▶ _Required work_
Print the listing once more, exactly as it stands.

▶ _Data section_
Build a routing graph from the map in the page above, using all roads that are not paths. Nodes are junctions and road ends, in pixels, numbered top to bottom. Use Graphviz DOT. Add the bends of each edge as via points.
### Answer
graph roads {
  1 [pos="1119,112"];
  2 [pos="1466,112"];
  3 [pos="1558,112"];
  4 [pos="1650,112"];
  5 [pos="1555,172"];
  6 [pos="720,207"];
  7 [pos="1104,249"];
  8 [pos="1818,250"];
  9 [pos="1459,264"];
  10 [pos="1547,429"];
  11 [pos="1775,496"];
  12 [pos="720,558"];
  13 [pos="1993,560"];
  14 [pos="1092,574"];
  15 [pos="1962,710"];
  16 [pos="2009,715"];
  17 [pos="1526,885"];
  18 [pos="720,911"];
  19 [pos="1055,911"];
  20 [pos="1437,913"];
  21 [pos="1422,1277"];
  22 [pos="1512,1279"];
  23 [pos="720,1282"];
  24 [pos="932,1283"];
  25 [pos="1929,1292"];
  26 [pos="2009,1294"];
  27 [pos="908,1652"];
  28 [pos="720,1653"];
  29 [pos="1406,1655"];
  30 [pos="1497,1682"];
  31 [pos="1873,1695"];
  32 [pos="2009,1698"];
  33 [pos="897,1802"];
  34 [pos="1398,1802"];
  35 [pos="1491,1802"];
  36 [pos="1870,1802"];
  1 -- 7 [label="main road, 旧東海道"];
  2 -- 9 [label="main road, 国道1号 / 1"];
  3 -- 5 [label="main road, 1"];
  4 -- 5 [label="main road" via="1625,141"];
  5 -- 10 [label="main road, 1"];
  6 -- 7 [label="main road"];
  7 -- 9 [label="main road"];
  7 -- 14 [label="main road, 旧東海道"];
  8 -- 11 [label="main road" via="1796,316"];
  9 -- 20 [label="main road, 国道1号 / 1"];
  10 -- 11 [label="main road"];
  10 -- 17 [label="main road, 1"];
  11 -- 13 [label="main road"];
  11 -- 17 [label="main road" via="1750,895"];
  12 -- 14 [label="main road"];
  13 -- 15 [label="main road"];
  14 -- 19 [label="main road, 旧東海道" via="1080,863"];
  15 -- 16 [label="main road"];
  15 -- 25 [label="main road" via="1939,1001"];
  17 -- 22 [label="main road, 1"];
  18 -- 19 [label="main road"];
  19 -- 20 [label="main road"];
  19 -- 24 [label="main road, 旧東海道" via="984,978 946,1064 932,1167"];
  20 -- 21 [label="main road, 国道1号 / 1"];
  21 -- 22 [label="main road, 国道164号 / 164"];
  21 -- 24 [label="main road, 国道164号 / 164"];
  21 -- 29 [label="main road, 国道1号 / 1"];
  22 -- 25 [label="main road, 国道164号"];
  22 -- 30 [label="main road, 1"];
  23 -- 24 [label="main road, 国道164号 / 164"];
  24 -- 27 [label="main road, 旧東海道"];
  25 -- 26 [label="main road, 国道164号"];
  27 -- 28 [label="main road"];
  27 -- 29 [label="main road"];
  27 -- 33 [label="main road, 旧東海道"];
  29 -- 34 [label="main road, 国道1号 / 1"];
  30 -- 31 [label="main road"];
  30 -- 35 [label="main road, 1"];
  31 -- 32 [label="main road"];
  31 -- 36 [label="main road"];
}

▶ _Result of the task_
Build a routing graph from the map in the page above, using all roads that are not paths. Nodes are junctions and road ends, in pixels, numbered top to bottom. Use Graphviz DOT. Add the bends of each edge as via points.
### Answer
graph roads {
  1 [pos="1119,112"];
  2 [pos="1466,112"];
  3 [pos="1558,112"];
  4 [pos="1650,112"];
  5 [pos="1555,172"];
  6 [pos="720,207"];
  7 [pos="1104,249"];
  8 [pos="1818,250"];
  9 [pos="1459,264"];
  10 [pos="1547,429"];
  11 [pos="1775,496"];
  12 [pos="720,558"];
  13 [pos="1993,560"];
  14 [pos="1092,574"];
  15 [pos="1962,710"];
  16 [pos="2009,715"];
  17 [pos="1526,885"];
  18 [pos="720,911"];
  19 [pos="1055,911"];
  20 [pos="1437,913"];
  21 [pos="1422,1277"];
  22 [pos="1512,1279"];
  23 [pos="720,1282"];
  24 [pos="932,1283"];
  25 [pos="1929,1292"];
  26 [pos="2009,1294"];
  27 [pos="908,1652"];
  28 [pos="720,1653"];
  29 [pos="1406,1655"];
  30 [pos="1497,1682"];
  31 [pos="1873,1695"];
  32 [pos="2009,1698"];
  33 [pos="897,1802"];
  34 [pos="1398,1802"];
  35 [pos="1491,1802"];
  36 [pos="1870,1802"];
  1 -- 7 [label="main road, 旧東海道"];
  2 -- 9 [label="main road, 国道1号 / 1"];
  3 -- 5 [label="main road, 1"];
  4 -- 5 [label="main road" via="1625,141"];
  5 -- 10 [label="main road, 1"];
  6 -- 7 [label="main road"];
  7 -- 9 [label="main road"];
  7 -- 14 [label="main road, 旧東海道"];
  8 -- 11 [label="main road" via="1796,316"];
  9 -- 20 [label="main road, 国道1号 / 1"];
  10 -- 11 [label="main road"];
  10 -- 17 [label="main road, 1"];
  11 -- 13 [label="main road"];
  11 -- 17 [label="main road" via="1750,895"];
  12 -- 14 [label="main road"];
  13 -- 15 [label="main road"];
  14 -- 19 [label="main road, 旧東海道" via="1080,863"];
  15 -- 16 [label="main road"];
  15 -- 25 [label="main road" via="1939,1001"];
  17 -- 22 [label="main road, 1"];
  18 -- 19 [label="main road"];
  19 -- 20 [label="main road"];
  19 -- 24 [label="main road, 旧東海道" via="984,978 946,1064 932,1167"];
  20 -- 21 [label="main road, 国道1号 / 1"];
  21 -- 22 [label="main road, 国道164号 / 164"];
  21 -- 24 [label="main road, 国道164号 / 164"];
  21 -- 29 [label="main road, 国道1号 / 1"];
  22 -- 25 [label="main road, 国道164号"];
  22 -- 30 [label="main road, 1"];
  23 -- 24 [label="main road, 国道164号 / 164"];
  24 -- 27 [label="main road, 旧東海道"];
  25 -- 26 [label="main road, 国道164号"];
  27 -- 28 [label="main road"];
  27 -- 29 [label="main road"];
  27 -- 33 [label="main road, 旧東海道"];
  29 -- 34 [label="main road, 国道1号 / 1"];
  30 -- 31 [label="main road"];
  30 -- 35 [label="main road, 1"];
  31 -- 32 [label="main road"];
  31 -- 36 [label="main road"];
}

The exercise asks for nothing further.